McMaster’s visit follows calls by U.S. military commanders for adding “a few thousand” more troops to the roughly 8,400 American troops already in Afghanistan.
“No one should support the Taliban. No one should support armed resistance against the Afghan government and the Afghan people,” the adviser said when asked to comment on Russia’s overt contacts with the Taliban.
“What we would like is all countries in the region to play a productive role, a positive role and to help the Afghan people rather than to try to perpetuate this very long conflict,” he said.
McMaster said, without elaborating, that those who are perpetuating and helping cause the Afghan violence “ought to be exposed and held accountable.”
Russia last week hosted a new round of multi-nation talks on security and peace prospects for Afghanistan. Pakistan, China, Iran, India, Afghanistan and five former Soviet Central Asian states were among the participants. The meeting ended with Moscow offering to host peace talks between the Afghan government and the Taliban, though the insurgent group had already dismissed the conference as an event motivated by the political agendas of the organizers.
The American adviser on Monday will travel to neighboring Pakistan, which is accused of harboring Taliban sanctuaries on its soil and covertly supporting the insurgents. He emphasized the need for Islamabad to pursue its interests in Afghanistan through diplomacy and not through violence.

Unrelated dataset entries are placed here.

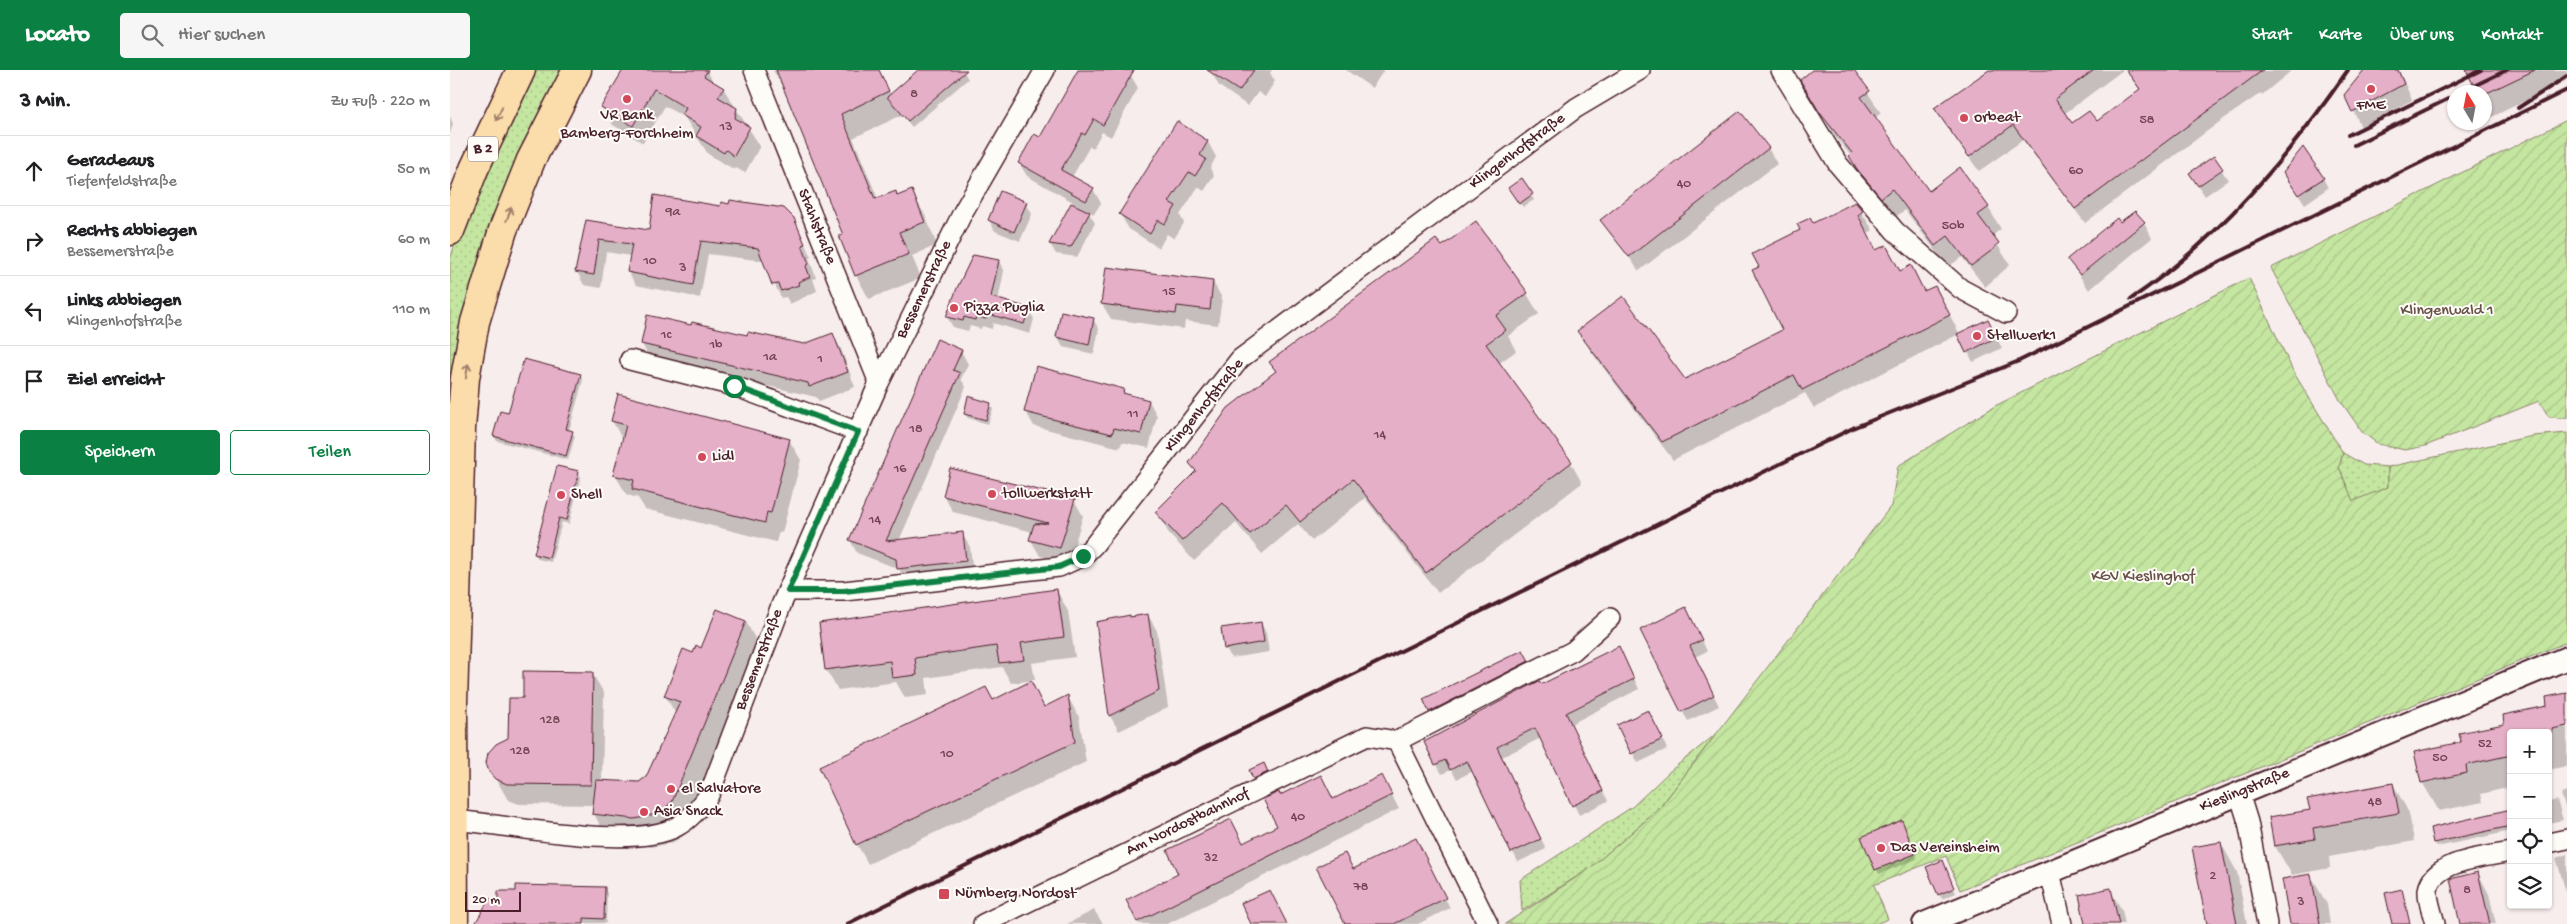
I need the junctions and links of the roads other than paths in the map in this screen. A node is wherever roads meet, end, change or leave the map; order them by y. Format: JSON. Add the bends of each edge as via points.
{"nodes":[{"id":1,"x":521,"y":70,"type":"edge"},
{"id":2,"x":577,"y":70,"type":"edge"},
{"id":3,"x":754,"y":70,"type":"edge"},
{"id":4,"x":1045,"y":70,"type":"edge"},
{"id":5,"x":1640,"y":70,"type":"edge"},
{"id":6,"x":1781,"y":70,"type":"edge"},
{"id":7,"x":450,"y":231,"type":"edge"},
{"id":8,"x":2006,"y":313,"type":"dead end"},
{"id":9,"x":630,"y":360,"type":"dead end"},
{"id":10,"x":879,"y":383,"type":"junction"},
{"id":11,"x":858,"y":432,"type":"junction"},
{"id":12,"x":788,"y":591,"type":"junction"},
{"id":13,"x":1610,"y":618,"type":"dead end"},
{"id":14,"x":2567,"y":658,"type":"edge"},
{"id":15,"x":452,"y":701,"type":"edge"},
{"id":16,"x":1397,"y":741,"type":"junction"},
{"id":17,"x":2239,"y":793,"type":"junction"},
{"id":18,"x":453,"y":820,"type":"junction"},
{"id":19,"x":2567,"y":839,"type":"edge"},
{"id":20,"x":2552,"y":842,"type":"edge"},
{"id":21,"x":2507,"y":853,"type":"edge"},
{"id":22,"x":2050,"y":872,"type":"junction"},
{"id":23,"x":454,"y":924,"type":"edge"},
{"id":24,"x":983,"y":924,"type":"edge"},
{"id":25,"x":1488,"y":924,"type":"edge"},
{"id":26,"x":1924,"y":924,"type":"edge"},
{"id":27,"x":2062,"y":924,"type":"edge"},
{"id":28,"x":2267,"y":924,"type":"edge"},
{"id":29,"x":2435,"y":924,"type":"edge"}],
"edges":[{"from":1,"to":7,"type":"main road","number":"B 2","one_way":true,"via":[[474,168]]},
{"from":15,"to":2,"type":"main road","one_way":true,"via":[[461,429],[465,378],[474,331],[495,252],[516,196]]},
{"from":3,"to":10,"type":"street","name":"Stahlstraße"},
{"from":4,"to":10,"type":"street","name":"Bessemerstraße","via":[[963,212]]},
{"from":5,"to":12,"type":"street","name":"Klingenhofstraße","via":[[1576,108],[1240,359],[1094,545],[1071,564],[844,591]]},
{"from":6,"to":8,"type":"street","via":[[1838,164],[1895,231],[1961,290]]},
{"from":9,"to":11,"type":"street","via":[[734,386]]},
{"from":10,"to":11,"type":"street","name":"Bessemerstraße"},
{"from":11,"to":12,"type":"street","name":"Bessemerstraße"},
{"from":12,"to":18,"type":"street","name":"Bessemerstraße","via":[[708,795],[693,816],[659,833],[618,837]]},
{"from":13,"to":16,"type":"street","via":[[1573,651]]},
{"from":14,"to":17,"type":"street","name":"Kieslingstraße"},
{"from":15,"to":18,"type":"main road"},
{"from":16,"to":24,"type":"street","name":"Am Nordostbahnhof","via":[[1367,736]]},
{"from":16,"to":25,"type":"street"},
{"from":17,"to":22,"type":"street","name":"Kieslingstraße"},
{"from":17,"to":28,"type":"street","via":[[2248,822]]},
{"from":18,"to":23,"type":"main road"},
{"from":19,"to":20,"type":"street"},
{"from":21,"to":29,"type":"street","via":[[2444,867],[2431,878],[2428,892]]},
{"from":22,"to":26,"type":"street","name":"Kieslingstraße"},
{"from":22,"to":27,"type":"street"}]}
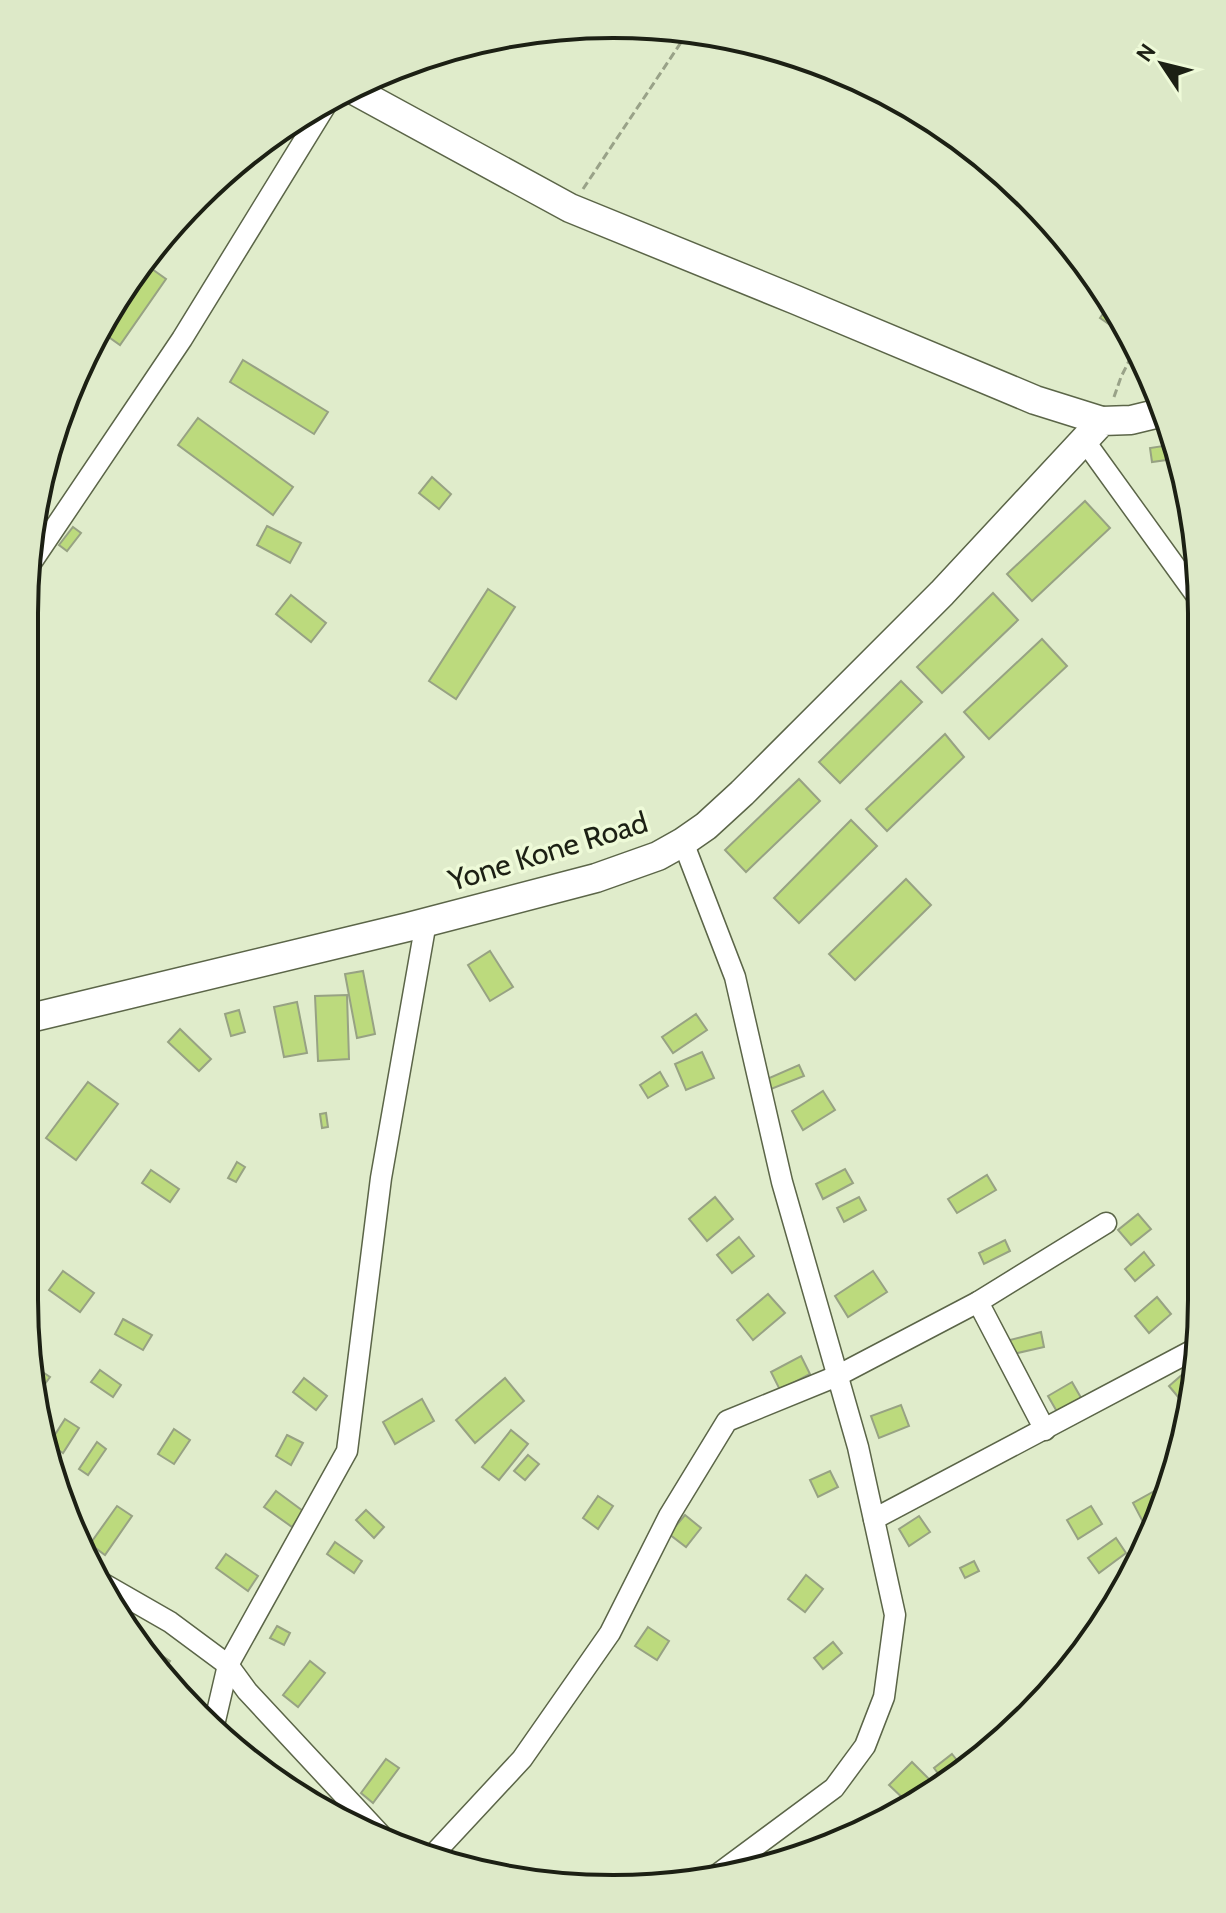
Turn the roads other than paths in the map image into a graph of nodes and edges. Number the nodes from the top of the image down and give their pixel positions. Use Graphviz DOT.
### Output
graph roads {
  1 [pos="363,95"];
  2 [pos="316,121"];
  3 [pos="1152,415"];
  4 [pos="1093,431"];
  5 [pos="42,547"];
  6 [pos="1187,580"];
  7 [pos="683,842"];
  8 [pos="426,922"];
  9 [pos="38,1016"];
  10 [pos="1106,1223"];
  11 [pos="978,1302"];
  12 [pos="1185,1354"];
  13 [pos="837,1376"];
  14 [pos="1045,1430"];
  15 [pos="874,1519"];
  16 [pos="118,1592"];
  17 [pos="228,1665"];
  18 [pos="216,1716"];
  19 [pos="366,1819"];
  20 [pos="440,1848"];
  21 [pos="735,1862"];
  1 -- 4 [label="street"];
  2 -- 5 [label="street"];
  3 -- 4 [label="street"];
  4 -- 6 [label="street"];
  4 -- 7 [label="street, Yone Kone Road"];
  7 -- 8 [label="street, Yone Kone Road"];
  7 -- 13 [label="street"];
  8 -- 9 [label="street, Yone Kone Road"];
  8 -- 17 [label="street"];
  10 -- 11 [label="street"];
  11 -- 13 [label="street"];
  11 -- 14 [label="street"];
  12 -- 14 [label="street"];
  13 -- 15 [label="street"];
  13 -- 20 [label="street"];
  14 -- 15 [label="street"];
  15 -- 21 [label="street"];
  16 -- 17 [label="street"];
  17 -- 18 [label="street"];
  17 -- 19 [label="street"];
}
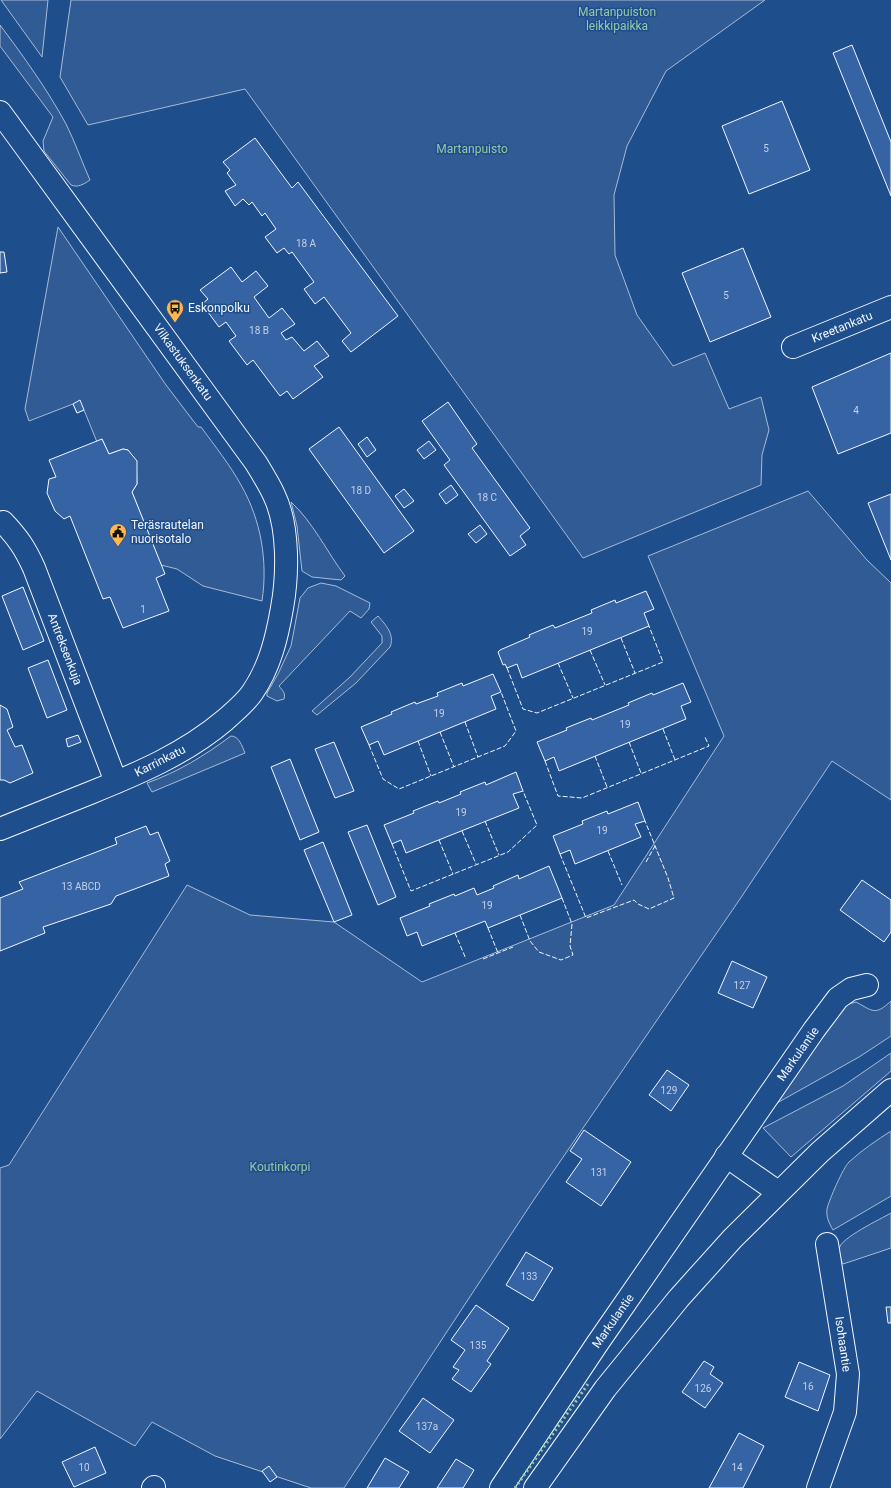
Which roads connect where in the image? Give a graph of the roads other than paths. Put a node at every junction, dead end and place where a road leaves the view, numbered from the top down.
1 (0, 112) edge
2 (891, 307) edge
3 (792, 347) dead end
4 (3, 522) dead end
5 (276, 640) joint
6 (116, 782) junction
7 (0, 829) edge
8 (867, 985) dead end
9 (891, 1090) edge
10 (726, 1156) junction
11 (778, 1192) junction
12 (827, 1244) dead end
13 (500, 1488) edge
14 (535, 1488) edge
15 (818, 1488) edge

1 - 5 street, Vilkastuksenkatu
2 - 3 street, Kreetankatu
4 - 6 street, Antreksenkuja
5 - 6 street, Karrinkatu
6 - 7 street, Karrinkatu
8 - 10 street, Markulantie
9 - 11 street
10 - 11 street
10 - 13 street, Markulantie
11 - 14 street
12 - 15 street, Isohaantie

“As all of us have hoped for many many years, we have hoped that Pakistani leaders will understand that it is in their interest to go after these groups less selectively than they have in the past, and the best way to pursue their interests in Afghanistan and elsewhere is through diplomacy, not through the use of proxies that engage in violence,” McMaster said.
Responding to Thursday’s massive bomb attack by the U.S. military against the stronghold of Islamic State in the eastern Afghan province of Nangarhar, McMaster said the terrorist group threatens all civilized people and must be defeated.
“Well, it is not just the bomb but it is really what our soldiers are doing every day alongside courageous Afghan soldiers, fighting Daesh, ensuring that these people who victimized women, who shoot people in hospital beds, we cannot tolerate the existence of that kind of an organization,” he said.